80.Under section 3 of the European Union Withdrawal Act 2018, the Torture Regulation will continue to apply to the UK as retained EU legislation immediately following Brexit. Under the Export Control Act 2002, the EU Consolidated Criteria for Arms Exports76 will continue to be the standard applied for the period after Brexit, although this can be changed by an announcement of amended guidance. The FCO’s submission explains the situation and current intention but does not help to provide much reassurance that proper scrutiny and consideration will be given to any proposed changes in the future:

“The UK has a domestic legal basis for export controls in the form of the Export Control Act 2002. Our overall objective is to maintain the integrity of the export licensing system for the long term following the UK’s exit from the EU.
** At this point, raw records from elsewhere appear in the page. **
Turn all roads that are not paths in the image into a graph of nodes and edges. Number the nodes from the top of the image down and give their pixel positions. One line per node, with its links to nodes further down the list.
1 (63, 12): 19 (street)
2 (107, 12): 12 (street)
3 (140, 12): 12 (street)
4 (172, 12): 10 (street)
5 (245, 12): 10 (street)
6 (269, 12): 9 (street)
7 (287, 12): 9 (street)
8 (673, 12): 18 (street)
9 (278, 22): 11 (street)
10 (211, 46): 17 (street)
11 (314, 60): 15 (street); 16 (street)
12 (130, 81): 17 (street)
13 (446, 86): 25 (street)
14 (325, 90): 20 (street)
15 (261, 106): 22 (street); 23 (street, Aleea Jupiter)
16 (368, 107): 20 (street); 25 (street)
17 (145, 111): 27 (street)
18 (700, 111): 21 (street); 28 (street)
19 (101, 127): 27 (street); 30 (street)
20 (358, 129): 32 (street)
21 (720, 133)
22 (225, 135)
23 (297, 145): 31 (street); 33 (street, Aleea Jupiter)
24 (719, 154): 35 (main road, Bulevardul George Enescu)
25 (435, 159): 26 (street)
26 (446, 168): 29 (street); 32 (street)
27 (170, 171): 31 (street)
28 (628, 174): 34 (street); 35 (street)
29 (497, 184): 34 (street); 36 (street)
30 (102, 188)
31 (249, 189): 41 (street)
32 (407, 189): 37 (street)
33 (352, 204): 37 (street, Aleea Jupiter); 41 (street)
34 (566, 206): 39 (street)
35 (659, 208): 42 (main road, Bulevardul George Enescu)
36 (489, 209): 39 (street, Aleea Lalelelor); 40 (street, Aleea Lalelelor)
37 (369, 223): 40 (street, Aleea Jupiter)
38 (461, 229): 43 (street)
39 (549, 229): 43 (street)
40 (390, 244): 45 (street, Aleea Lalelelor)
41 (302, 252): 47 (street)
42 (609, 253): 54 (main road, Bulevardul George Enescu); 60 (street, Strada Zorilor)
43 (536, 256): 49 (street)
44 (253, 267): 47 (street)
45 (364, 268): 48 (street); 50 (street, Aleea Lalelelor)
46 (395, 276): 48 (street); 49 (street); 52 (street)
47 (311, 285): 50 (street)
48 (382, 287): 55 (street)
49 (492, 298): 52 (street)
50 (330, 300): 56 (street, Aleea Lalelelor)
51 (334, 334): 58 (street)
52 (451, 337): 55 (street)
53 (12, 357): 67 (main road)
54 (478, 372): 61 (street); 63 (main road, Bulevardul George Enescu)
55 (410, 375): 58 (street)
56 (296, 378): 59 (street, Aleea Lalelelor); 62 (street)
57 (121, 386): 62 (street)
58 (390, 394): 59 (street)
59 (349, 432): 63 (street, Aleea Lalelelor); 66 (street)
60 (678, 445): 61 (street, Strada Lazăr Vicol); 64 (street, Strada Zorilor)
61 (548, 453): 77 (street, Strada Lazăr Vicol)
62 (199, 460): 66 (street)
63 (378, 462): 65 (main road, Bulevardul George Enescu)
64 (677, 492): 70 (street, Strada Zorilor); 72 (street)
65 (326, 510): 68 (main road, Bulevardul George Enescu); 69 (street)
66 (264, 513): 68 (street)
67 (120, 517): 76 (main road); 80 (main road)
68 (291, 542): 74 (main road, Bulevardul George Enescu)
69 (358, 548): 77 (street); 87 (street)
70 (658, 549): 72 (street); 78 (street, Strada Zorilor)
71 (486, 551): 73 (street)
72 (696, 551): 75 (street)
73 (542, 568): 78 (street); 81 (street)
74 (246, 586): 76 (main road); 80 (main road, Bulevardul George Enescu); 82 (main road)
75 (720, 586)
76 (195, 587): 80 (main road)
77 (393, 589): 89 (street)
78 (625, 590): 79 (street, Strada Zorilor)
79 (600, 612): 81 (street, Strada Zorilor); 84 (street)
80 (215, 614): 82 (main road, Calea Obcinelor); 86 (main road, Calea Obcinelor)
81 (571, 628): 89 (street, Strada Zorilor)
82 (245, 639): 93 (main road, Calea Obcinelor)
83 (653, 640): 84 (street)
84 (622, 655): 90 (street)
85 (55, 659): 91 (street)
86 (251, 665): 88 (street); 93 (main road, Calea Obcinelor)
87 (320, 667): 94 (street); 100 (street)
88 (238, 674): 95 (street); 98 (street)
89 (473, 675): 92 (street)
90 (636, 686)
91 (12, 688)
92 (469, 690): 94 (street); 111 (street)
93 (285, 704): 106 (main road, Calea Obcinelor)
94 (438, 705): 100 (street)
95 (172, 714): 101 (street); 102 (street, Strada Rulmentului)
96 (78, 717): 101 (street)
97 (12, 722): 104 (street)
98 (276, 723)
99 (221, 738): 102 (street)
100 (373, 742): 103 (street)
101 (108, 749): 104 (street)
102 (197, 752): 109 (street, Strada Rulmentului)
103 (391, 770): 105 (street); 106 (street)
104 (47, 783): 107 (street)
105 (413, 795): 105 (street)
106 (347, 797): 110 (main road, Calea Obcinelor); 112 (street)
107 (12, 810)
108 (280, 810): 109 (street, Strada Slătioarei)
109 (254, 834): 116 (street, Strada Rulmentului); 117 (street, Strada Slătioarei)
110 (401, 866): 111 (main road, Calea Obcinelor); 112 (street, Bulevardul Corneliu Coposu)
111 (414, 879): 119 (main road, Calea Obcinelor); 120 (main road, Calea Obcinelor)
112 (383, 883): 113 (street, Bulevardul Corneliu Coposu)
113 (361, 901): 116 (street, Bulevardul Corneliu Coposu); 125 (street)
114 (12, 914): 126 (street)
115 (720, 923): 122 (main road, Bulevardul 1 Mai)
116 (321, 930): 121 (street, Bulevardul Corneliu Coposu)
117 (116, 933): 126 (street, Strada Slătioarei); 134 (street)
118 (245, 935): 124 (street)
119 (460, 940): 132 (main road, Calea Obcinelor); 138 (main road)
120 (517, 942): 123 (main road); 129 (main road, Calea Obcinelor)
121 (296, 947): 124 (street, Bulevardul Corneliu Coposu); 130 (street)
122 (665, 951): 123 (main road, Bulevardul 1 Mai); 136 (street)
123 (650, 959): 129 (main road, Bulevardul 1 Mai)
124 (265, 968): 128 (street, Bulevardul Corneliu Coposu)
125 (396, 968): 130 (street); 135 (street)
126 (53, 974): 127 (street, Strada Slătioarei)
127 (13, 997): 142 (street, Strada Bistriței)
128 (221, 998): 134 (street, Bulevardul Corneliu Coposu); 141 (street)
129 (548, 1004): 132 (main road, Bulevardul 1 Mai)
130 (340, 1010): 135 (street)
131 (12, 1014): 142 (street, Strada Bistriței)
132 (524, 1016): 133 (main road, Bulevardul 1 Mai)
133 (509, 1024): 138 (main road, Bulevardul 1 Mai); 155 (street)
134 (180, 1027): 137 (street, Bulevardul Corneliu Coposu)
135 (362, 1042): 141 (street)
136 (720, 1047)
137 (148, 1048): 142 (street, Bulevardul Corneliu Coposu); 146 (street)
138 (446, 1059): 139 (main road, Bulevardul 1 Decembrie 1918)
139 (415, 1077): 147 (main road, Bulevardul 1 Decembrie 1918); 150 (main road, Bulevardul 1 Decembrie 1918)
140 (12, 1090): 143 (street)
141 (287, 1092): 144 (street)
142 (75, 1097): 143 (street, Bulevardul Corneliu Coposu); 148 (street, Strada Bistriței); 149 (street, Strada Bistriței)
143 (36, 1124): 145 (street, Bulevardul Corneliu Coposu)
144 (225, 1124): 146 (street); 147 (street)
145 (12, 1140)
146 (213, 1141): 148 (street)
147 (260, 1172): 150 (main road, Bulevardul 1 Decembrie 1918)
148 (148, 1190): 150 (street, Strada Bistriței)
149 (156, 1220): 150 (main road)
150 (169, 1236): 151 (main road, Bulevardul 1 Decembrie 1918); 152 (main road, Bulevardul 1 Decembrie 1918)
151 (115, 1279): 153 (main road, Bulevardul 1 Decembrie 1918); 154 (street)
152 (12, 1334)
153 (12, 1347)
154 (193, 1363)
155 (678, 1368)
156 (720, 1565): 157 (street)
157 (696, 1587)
After the UK leaves the EU, the Consolidated EU and National Arms Export Licensing Criteria will remain in force, until such time as new or amended guidance is announced to Parliament. Any such new or amended guidance will be consistent with the UK’s obligations as a State Party to The Arms Trade Treaty, which requires an assessment, prior to export, of the potential that conventional weapons covered by the treaty could be used in the violation of international human rights law.

We examine every application rigorously on a case-by-case basis against the Consolidated EU and National Arms Export Licensing Criteria. We draw on all available information, including reports from NGOs, media and our overseas network. Risks relating to human rights abuses are a key part of our assessment. We do not export equipment where we assess there is a clear risk that it might be used for internal repression.

We will use the EU (Withdrawal) Bill to preserve EU export control regulations, and make subsequent amendments to relevant domestic legislation. In particular, the EU (Withdrawal) Bill will retain, as UK law, Council Regulation (EC) No 1236/2005 of 27 June 2005 concerning trade in certain goods which could be used for capital punishment, torture or other cruel, inhuman or degrading treatment or punishment.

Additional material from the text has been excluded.